I hesitate too.  But he goes on at once: “We have to talk about it.  The Labour Party’s association with anti-Semitism goes back decades.  Zionism has always been a dirty word.  They turned it into a colonial movement, which it was not.”

Zionism was supposed to free the Jewish people from persecution in their native lands, and free them too from the tyranny of bad language and bad words.  But it hasn’t quite worked out that way: no other word provokes as much contempt and hatred as ‘Zionism’, even in modern Britain – hitherto almost immune from the hatred directed at Jews in other parts of the world.

For Jacobson, the anti-Semitism of some in the Labour Party rests on the corruption of language itself: “They have these two gross syllogisms: ‘Anti-Zionism is not anti-Semitism’ and ‘I am anti-Zionist: therefore I am not anti-Semitic’.  There were even people saying that the Grenfell Tower fire was Zionist-inspired: the Jews fund the Tory Party; the Tory Party was responsible for the shortcomings at the Council; the Council was responsible for the fire; so Jews killed those people.”

Shami Chakrabarti’s inquiry into anti-Semitism comes in for bitter criticism: “Some of the things that she said were so gross you cannot believe it.  I submitted a long essay.  There was no sense that it was ever read.  I was never talked to.  She didn’t talk to many Jewish thinkers or Jewish writers.  It is deeply insulting to Jews to be told, as they are, as I am endlessly told: ‘All you are doing is trying to silence criticism of Israel’.”

Jacobson’s art is to mix the sacred and the profane so subtly (or not so subtly) that even the modern, secular mind can find something to believe somewhere in his rattle bag:  “I am an Old Testament Prophet.  But I am also a novelist, and I don’t believe anything I say about anything.  Don’t listen to a word I say.  But you’re welcome to read my novel.”

Not everyone writes novels, but everyone has opinions, and everyone – even Trump and Corbyn – must try to move beyond their invariably banal first thoughts (so readily captured by social media) to something approaching mature reflection: “If art is beyond us, then at least we owe it to ourselves to shape our opinion into a judgement, to know that what we are saying has been subjected to self-criticism, to time, to the wisdom of the ages, and to the wisdom of other people.  And that is all I have to say on the subject.”

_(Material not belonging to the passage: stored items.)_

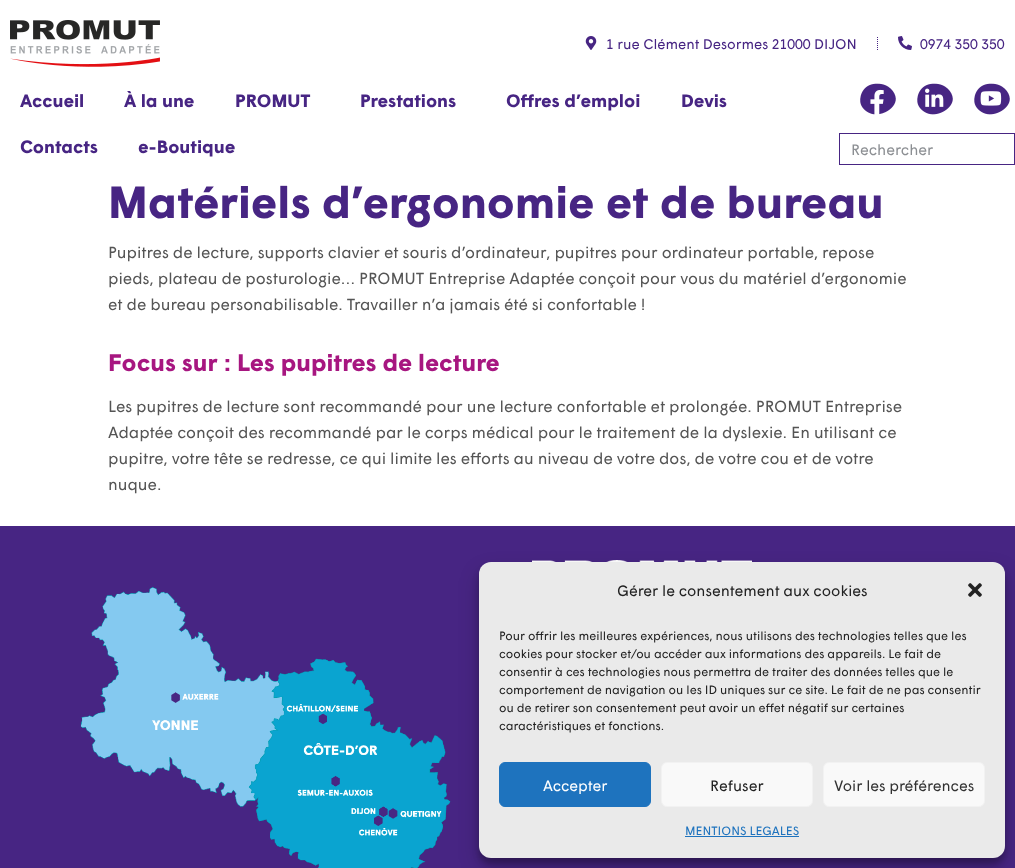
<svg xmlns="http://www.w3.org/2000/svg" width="1015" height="868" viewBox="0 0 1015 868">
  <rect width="100%" height="100%" fill="rgb(255,255,255)"/>
  <image x="10" y="20" width="150" height="47" href="pic1.png"/>
  <image x="585" y="36" width="12" height="14" href="pic2.png"/>
  <text x="606" y="49" font-family="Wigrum" font-size="14" fill="rgb(71,37,131)">1 rue Clément Desormes 21000 DIJON</text>
  <path d="M877.5 37V50" fill="none" stroke="rgb(71,37,131)" stroke-dasharray="1 1"/>
  <image x="898" y="36" width="14" height="14" href="pic3.png"/>
  <text x="920" y="49" font-family="Wigrum" font-size="14" fill="rgb(71,37,131)">0974 350 350</text>
  <g font-family="Wigrum" font-size="18" font-weight="bold" fill="rgb(71,37,131)">
    <text x="20" y="107">Accueil</text>
    <text x="124" y="107">À la une</text>
    <text x="235" y="107">PROMUT</text>
    <text x="360" y="107">Prestations</text>
    <text x="506" y="107">Offres d’emploi</text>
    <text x="681" y="107">Devis</text>
    <text x="20" y="153">Contacts</text>
    <text x="138" y="153">e-Boutique</text>
  </g>
  <image x="860" y="83" width="36" height="32" href="pic4.png"/>
  <image x="917" y="83" width="36" height="32" href="pic5.png"/>
  <image x="974" y="83" width="36" height="32" href="pic6.png"/>
  <rect x="839.5" y="133.5" width="175" height="31" fill="none" stroke="rgb(71,37,131)"/>
  <text x="851" y="155" font-family="Wigrum" font-size="15" fill="rgb(140,143,147)">Rechercher</text>
  <text x="108" y="218" font-family="Wigrum" font-size="45" font-weight="bold" fill="rgb(71,37,131)">Matériels d’ergonomie et de bureau</text>
  <g font-family="Wigrum" font-size="16" fill="rgb(85,85,85)">
    <text>
      <tspan x="108" y="258">Pupitres de lecture, supports clavier et souris d’ordinateur, pupitres pour ordinateur portable, repose</tspan>
      <tspan x="108" y="284">pieds, plateau de posturologie… PROMUT Entreprise Adaptée conçoit pour vous du matériel d’ergonomie</tspan>
      <tspan x="108" y="310">et de bureau personabilisable. Travailler n’a jamais été si confortable !</tspan>
    </text>
  </g>
  <text x="108" y="371" font-family="Wigrum" font-size="24" font-weight="bold" fill="rgb(167,22,128)">Focus sur : Les pupitres de lecture</text>
  <g font-family="Wigrum" font-size="16" fill="rgb(85,85,85)">
    <text>
      <tspan x="108" y="412">Les pupitres de lecture sont recommandé pour une lecture confortable et prolongée. PROMUT Entreprise</tspan>
      <tspan x="108" y="438">Adaptée conçoit des recommandé par le corps médical pour le traitement de la dyslexie. En utilisant ce</tspan>
      <tspan x="108" y="464">pupitre, votre tête se redresse, ce qui limite les efforts au niveau de votre dos, de votre cou et de votre</tspan>
      <tspan x="108" y="490">nuque.</tspan>
    </text>
  </g>
  <rect x="0" y="526" width="1015" height="342" fill="rgb(71,37,131)"/>
  <image x="532" y="560" width="220" height="2" href="pic7.png"/>
  <image x="80" y="587" width="371" height="281" href="pic8.png"/>
  <rect x="479" y="568" width="526" height="296" rx="12" fill="rgba(0,0,0,0.23)" filter="blur(3px)"/>
  <rect x="479" y="572" width="526" height="296" rx="12" fill="rgba(0,0,0,0.19)" filter="blur(10px)"/>
  <rect x="479" y="562" width="526" height="296" rx="12" fill="rgb(234,234,234)"/>
  <text x="617" y="596" font-family="Wigrum" font-size="15" fill="rgb(34,34,34)">Gérer le consentement aux cookies</text>
  <image x="968" y="583" width="14" height="14" href="pic9.png"/>
  <g font-family="Wigrum" font-size="12" fill="rgb(34,34,34)">
    <text>
      <tspan x="499" y="640">Pour offrir les meilleures expériences, nous utilisons des technologies telles que les</tspan>
      <tspan x="499" y="658">cookies pour stocker et/ou accéder aux informations des appareils. Le fait de</tspan>
      <tspan x="499" y="676">consentir à ces technologies nous permettra de traiter des données telles que le</tspan>
      <tspan x="499" y="694">comportement de navigation ou les ID uniques sur ce site. Le fait de ne pas consentir</tspan>
      <tspan x="499" y="712">ou de retirer son consentement peut avoir un effet négatif sur certaines</tspan>
      <tspan x="499" y="730">caractéristiques et fonctions.</tspan>
    </text>
  </g>
  <rect x="499.5" y="762.5" width="151" height="44" rx="5.5" fill="rgb(30,115,190)" stroke="rgb(30,115,190)"/>
  <text x="543" y="791" font-family="Wigrum" font-size="15" fill="rgb(255,255,255)">Accepter</text>
  <rect x="661.5" y="762.5" width="151" height="44" rx="5.5" fill="rgb(249,249,249)" stroke="rgb(242,242,242)"/>
  <text x="710" y="791" font-family="Wigrum" font-size="15" fill="rgb(34,34,34)">Refuser</text>
  <rect x="823.5" y="762.5" width="161" height="44" rx="5.5" fill="rgb(249,249,249)" stroke="rgb(242,242,242)"/>
  <text x="834" y="791" font-family="Wigrum" font-size="15" fill="rgb(51,51,51)">Voir les préférences</text>
  <text x="685" y="835" font-family="Wigrum" font-size="12" fill="rgb(30,115,190)">MENTIONS LEGALES</text>
  <rect x="685" y="836" width="114" height="1" fill="rgb(30,115,190)"/>
</svg>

And with that, Jacobson sweeps off into the Soho sunlight.  And I am left with a small opinion of my own.  Lots of countries have novelists who aren’t ashamed to be novelists of ideas: the Czechs have Milan Kundera; Turkey has Orhan Pamuk; France has Michel Houellebecq; America (still) has Roth.

Britain struggles to produce the same, and when we do manage it, we don’t value them highly enough.

We don’t ‘do’ philosophy – or prophets – very well: but Jacobson could at least be our best alchemist. After an election campaign in which the Prime Minister could only parrot slogans (or remain silent), and Corbyn just seemed to crow, public life could do with a little more eloquence, because the rest is either noise – or silence.